Other liquid biopsy tests are reporting positive results as well. During AACR, Resolution Bio and its collaborators at Dana-Farber Cancer Institute and Brigham & Women’s Hospital presented a retrospective study showing that Resolution’s test out-performed Guardant360 in detecting actionable gene fusions in NSCLC tumors.
Foundation Medicine also presented data at AACR from a pediatric neuroblastoma trial using its recently launched FoundationOne Liquid test. This blood test was able to identify tumor genetic changes that emerged following treatment with standard or targeted therapies. During the study, five newly diagnosed and 33 relapsed patients were simultaneously tested via both liquid biopsy and standard tissue biopsy methods over time. Repeated testing of circulating tumor DNA identified additional variants in cancer driver genes in 80% of the patients.
More recently, Grail excited the ASCO audience with data from one of their Circulating Cell-Free Genome Atlas (CCGA) studies. While earlier versions of Grail’s liquid biopsy test were based on the genetic code itself, the company’s current test measures DNA methylation, which is a process of gene regulation and a fundamental determinant of cell identity and cell fate. The data reported at ASCO suggests that this newer version of the company’s liquid biopsy test can detect at least 12 kinds of cancers with a very low rate — 1% or less — of false positives. This rate is striking, especially when compared to other common diagnostic tests such as mammography, PSA, or CT scans, which can exhibit false positive rates 10x higher. The detection rates of Grail’s test varied from 59% for lung cancers to up to 86% for head and neck cancers. The test correctly identified the tissue of origin of detected cancers 94% of the times. It also preferentially detected the most lethal cancers over early stage cancers that might not require therapeutic intervention, showing sensitivity rates of 34%, 77%, 84% and 92% across all tumor types, from stage I to stage IV, respectively. In addition, the Grail test could identify tumors when they were still localized and most amenable to treatment. Grail still needs to duplicate its success in larger populations before the liquid biopsy test is ready for broad use. And more competition is on the horizon; Thrive Earlier Detection’s liquid biopsy test, which analyzes proteins secreted by tumors as well as DNA, has shown similar early stage results to Grail.

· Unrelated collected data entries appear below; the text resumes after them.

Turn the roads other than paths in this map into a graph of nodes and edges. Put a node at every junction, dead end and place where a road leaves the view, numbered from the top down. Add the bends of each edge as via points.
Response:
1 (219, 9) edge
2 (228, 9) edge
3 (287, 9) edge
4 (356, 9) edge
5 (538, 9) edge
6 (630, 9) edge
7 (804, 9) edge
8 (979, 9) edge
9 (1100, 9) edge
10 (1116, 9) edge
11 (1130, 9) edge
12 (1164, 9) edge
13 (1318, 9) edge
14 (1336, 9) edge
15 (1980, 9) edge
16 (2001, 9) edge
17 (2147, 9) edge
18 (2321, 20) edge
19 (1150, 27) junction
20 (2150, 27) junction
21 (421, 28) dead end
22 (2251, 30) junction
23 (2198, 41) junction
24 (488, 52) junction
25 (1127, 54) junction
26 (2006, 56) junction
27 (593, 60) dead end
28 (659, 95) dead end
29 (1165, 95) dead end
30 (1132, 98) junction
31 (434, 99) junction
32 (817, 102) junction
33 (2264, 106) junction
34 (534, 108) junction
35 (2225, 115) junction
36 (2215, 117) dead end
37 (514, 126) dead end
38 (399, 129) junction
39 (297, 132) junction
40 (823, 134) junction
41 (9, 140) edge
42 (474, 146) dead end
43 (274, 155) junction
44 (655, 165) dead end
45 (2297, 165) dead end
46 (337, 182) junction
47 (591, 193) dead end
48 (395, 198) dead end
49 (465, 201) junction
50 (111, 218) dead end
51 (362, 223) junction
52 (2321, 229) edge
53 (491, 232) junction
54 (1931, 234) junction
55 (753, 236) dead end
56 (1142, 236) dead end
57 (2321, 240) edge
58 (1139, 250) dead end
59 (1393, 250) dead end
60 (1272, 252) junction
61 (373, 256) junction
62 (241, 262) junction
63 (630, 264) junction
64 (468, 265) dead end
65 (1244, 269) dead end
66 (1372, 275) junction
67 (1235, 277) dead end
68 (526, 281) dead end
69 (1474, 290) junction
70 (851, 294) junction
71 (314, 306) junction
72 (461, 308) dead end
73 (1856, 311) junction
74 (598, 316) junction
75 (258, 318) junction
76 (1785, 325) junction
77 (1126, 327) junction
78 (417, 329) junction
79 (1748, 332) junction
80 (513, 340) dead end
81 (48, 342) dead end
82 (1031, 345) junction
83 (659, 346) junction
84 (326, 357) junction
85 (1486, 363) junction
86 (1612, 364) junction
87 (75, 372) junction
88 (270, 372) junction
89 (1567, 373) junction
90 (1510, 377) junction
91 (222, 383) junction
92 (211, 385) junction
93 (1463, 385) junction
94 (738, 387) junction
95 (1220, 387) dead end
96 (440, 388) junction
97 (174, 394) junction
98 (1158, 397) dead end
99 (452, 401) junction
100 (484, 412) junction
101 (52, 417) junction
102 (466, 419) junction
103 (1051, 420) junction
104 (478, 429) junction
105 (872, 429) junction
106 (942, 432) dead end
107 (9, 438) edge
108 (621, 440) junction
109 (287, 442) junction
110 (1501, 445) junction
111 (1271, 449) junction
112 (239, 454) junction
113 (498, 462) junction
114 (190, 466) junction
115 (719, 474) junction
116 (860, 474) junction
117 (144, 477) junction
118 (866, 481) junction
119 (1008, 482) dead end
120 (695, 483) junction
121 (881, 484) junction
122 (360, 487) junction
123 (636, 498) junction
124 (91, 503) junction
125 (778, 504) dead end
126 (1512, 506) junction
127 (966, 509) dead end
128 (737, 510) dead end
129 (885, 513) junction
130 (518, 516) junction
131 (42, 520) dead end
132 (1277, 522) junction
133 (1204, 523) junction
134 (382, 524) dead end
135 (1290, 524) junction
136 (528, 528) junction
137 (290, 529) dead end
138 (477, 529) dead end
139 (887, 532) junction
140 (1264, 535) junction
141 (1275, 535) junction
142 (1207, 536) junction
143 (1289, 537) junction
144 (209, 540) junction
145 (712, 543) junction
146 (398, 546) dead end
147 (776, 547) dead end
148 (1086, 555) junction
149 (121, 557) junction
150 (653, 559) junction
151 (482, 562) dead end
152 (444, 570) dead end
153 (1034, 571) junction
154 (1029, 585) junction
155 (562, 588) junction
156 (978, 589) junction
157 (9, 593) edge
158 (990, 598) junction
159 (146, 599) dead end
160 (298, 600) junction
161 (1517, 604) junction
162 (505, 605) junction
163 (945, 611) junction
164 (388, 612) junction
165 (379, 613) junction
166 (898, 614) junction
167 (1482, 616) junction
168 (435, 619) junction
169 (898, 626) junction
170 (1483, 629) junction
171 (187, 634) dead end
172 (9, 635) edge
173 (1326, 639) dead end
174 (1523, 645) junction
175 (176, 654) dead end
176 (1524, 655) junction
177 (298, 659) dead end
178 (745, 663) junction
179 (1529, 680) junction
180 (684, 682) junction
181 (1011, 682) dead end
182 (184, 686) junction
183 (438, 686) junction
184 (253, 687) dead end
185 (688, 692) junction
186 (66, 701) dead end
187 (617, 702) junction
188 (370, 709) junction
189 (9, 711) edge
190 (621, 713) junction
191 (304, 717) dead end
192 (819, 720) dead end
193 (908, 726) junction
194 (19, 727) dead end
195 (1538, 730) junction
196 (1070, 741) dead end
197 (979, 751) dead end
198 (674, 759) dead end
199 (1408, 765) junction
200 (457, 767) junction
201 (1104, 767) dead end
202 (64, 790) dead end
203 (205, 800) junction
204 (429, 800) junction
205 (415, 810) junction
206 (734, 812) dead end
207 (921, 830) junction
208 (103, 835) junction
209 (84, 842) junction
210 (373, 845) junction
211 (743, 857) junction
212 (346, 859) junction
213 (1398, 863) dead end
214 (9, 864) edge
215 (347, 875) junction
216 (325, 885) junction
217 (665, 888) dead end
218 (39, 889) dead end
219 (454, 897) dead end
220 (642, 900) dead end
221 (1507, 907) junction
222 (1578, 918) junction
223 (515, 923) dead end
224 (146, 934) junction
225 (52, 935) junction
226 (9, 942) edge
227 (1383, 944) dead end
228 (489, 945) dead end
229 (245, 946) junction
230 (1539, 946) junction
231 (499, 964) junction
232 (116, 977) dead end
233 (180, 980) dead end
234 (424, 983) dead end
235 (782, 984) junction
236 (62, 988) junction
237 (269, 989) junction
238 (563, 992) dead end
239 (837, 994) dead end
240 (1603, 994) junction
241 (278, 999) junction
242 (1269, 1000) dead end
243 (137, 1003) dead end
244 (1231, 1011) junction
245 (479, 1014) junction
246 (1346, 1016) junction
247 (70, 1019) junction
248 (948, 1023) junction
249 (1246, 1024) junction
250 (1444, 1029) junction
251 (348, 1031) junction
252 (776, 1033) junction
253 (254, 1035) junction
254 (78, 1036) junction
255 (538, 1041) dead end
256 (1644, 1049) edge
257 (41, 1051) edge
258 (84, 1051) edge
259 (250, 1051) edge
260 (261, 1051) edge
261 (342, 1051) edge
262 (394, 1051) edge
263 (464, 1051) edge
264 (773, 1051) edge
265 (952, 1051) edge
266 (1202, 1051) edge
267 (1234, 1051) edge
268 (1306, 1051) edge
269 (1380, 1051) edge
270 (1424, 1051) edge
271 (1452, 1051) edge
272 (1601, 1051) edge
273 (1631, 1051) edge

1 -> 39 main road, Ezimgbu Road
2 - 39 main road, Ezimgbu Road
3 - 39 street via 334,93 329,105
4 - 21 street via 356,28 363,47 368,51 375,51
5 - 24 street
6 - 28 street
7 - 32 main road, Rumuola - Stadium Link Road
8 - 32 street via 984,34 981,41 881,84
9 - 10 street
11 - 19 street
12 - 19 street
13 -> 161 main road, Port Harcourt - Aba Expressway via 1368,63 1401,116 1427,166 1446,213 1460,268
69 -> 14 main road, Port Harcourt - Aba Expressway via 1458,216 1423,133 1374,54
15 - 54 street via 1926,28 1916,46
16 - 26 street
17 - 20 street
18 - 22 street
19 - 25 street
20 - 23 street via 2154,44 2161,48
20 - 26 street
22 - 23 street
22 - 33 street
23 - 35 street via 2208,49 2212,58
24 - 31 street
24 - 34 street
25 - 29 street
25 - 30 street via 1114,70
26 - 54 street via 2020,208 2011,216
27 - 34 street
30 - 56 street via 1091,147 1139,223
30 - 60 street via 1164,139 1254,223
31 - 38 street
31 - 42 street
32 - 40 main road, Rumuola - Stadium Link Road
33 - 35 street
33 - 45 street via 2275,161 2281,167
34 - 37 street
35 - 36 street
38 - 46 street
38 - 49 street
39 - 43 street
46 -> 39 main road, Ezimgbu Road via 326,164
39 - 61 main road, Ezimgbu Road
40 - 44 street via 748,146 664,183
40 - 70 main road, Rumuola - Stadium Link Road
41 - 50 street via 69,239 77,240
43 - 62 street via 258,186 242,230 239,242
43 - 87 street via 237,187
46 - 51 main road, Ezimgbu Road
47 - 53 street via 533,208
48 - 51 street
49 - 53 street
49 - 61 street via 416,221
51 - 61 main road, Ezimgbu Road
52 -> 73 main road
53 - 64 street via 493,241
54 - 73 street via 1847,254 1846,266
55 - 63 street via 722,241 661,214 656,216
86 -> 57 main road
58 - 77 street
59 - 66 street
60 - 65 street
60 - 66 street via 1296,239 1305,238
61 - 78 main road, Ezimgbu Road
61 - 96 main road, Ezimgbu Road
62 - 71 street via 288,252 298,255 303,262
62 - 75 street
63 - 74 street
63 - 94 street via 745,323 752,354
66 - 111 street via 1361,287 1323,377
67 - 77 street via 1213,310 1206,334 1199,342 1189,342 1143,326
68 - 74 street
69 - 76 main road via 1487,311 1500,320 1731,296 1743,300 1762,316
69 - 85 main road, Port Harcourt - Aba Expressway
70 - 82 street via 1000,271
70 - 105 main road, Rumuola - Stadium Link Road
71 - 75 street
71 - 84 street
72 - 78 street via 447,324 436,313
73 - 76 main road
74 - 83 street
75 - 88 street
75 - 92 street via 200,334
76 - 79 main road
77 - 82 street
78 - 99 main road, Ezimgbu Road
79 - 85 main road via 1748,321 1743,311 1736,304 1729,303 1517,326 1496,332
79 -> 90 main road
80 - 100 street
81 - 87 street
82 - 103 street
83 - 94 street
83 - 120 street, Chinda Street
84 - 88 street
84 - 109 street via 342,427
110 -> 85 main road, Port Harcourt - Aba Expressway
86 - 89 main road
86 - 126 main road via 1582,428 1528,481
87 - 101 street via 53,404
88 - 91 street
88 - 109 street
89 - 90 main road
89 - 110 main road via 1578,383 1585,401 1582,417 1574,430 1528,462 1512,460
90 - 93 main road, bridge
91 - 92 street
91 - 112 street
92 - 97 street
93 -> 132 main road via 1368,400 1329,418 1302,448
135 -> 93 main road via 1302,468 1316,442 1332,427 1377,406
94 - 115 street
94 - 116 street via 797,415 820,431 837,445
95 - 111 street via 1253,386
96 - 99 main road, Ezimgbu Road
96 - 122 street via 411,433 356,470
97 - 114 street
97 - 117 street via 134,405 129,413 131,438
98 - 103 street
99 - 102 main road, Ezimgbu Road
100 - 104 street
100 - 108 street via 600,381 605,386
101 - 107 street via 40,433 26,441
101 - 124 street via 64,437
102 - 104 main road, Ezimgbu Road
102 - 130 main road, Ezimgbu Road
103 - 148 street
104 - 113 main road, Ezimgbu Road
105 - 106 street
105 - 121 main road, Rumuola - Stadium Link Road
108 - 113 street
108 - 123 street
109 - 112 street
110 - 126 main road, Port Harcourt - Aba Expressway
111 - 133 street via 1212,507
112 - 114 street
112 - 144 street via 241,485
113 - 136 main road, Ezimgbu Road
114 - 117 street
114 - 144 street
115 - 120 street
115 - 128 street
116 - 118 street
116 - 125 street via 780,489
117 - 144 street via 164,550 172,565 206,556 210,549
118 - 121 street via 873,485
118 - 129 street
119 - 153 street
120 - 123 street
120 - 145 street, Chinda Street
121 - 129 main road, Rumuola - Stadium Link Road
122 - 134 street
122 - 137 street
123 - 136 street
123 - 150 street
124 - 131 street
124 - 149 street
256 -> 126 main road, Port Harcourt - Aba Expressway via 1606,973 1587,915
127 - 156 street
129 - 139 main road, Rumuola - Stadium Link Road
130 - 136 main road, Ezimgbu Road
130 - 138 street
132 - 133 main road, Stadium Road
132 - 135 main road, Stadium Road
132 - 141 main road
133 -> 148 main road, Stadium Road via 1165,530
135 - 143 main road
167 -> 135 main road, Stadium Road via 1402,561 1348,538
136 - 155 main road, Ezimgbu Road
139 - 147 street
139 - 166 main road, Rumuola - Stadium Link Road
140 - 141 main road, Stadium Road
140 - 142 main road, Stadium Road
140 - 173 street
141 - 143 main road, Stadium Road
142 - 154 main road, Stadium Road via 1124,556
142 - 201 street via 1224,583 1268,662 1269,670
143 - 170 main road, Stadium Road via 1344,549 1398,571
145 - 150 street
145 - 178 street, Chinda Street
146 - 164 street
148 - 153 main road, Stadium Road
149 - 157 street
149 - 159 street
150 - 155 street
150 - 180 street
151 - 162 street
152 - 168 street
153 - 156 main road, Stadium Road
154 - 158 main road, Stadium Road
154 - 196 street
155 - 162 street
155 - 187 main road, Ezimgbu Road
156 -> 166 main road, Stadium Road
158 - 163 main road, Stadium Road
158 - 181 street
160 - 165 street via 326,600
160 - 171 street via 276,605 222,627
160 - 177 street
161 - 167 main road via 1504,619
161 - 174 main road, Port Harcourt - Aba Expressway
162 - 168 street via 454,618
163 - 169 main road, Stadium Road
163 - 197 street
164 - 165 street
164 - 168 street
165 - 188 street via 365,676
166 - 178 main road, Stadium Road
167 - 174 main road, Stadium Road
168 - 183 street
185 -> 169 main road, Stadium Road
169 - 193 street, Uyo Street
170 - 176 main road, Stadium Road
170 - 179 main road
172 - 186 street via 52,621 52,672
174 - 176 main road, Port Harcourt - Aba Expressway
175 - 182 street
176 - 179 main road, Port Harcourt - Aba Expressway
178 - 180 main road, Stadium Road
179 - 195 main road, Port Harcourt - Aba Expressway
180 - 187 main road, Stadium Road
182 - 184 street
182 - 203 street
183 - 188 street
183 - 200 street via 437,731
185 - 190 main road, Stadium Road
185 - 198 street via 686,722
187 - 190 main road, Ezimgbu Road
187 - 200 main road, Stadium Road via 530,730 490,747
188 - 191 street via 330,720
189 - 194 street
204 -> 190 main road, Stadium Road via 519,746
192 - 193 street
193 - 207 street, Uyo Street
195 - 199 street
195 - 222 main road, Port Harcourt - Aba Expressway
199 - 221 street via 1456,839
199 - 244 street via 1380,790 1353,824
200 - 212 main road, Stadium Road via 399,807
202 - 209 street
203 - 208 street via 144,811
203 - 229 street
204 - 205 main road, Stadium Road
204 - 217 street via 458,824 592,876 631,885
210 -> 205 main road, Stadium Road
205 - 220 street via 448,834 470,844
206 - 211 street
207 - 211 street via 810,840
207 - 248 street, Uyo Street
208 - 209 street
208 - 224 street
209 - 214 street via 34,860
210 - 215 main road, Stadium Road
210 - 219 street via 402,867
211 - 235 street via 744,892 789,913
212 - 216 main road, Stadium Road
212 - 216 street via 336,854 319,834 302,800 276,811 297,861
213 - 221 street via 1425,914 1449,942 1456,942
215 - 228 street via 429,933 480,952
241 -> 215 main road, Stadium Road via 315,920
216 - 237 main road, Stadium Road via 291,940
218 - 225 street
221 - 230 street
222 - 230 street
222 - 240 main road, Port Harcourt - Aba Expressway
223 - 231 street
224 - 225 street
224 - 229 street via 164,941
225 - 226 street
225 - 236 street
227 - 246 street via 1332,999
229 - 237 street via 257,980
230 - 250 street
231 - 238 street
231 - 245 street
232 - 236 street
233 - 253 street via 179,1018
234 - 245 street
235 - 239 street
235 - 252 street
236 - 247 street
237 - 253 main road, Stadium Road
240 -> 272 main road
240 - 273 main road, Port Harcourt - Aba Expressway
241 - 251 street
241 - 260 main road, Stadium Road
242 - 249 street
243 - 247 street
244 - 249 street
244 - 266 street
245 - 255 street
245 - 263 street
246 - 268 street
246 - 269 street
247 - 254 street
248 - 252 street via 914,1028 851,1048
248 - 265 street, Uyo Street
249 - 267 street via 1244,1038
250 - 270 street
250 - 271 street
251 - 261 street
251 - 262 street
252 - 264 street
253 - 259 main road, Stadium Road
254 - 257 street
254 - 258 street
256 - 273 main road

Despite the promises, additional studies and a better understanding of liquid biopsies are still needed. Risks remain regarding false positive or false negative test results, as well as the potential for overtreatment of slow-growing, possibly harmless tumors detected via these methods. But successful development of this technology has the potential to provide real benefits for cancer patients. Liquid biopsies not only are less invasive, easier to schedule and perform, and provide quicker results than tissue biopsies, but they may also be more accurate at identifying clinically relevant alterations within heterogeneous tumors compared to standard tissue methods. In addition, liquid biopsies may allow better patient monitoring by repeated testing over time, a capability that would help enable the concept of real-time oncology and the ongoing adjustment of therapies as new actionable mutations arise.
What is still needed to prove the clinical utility of liquid biopsy compared to tissue-based testing? In the long term, will we see the emergence of effective urine or saliva-based tests? And will liquid biopsy indeed play an important role in the evolution of cancer care towards real-time oncology?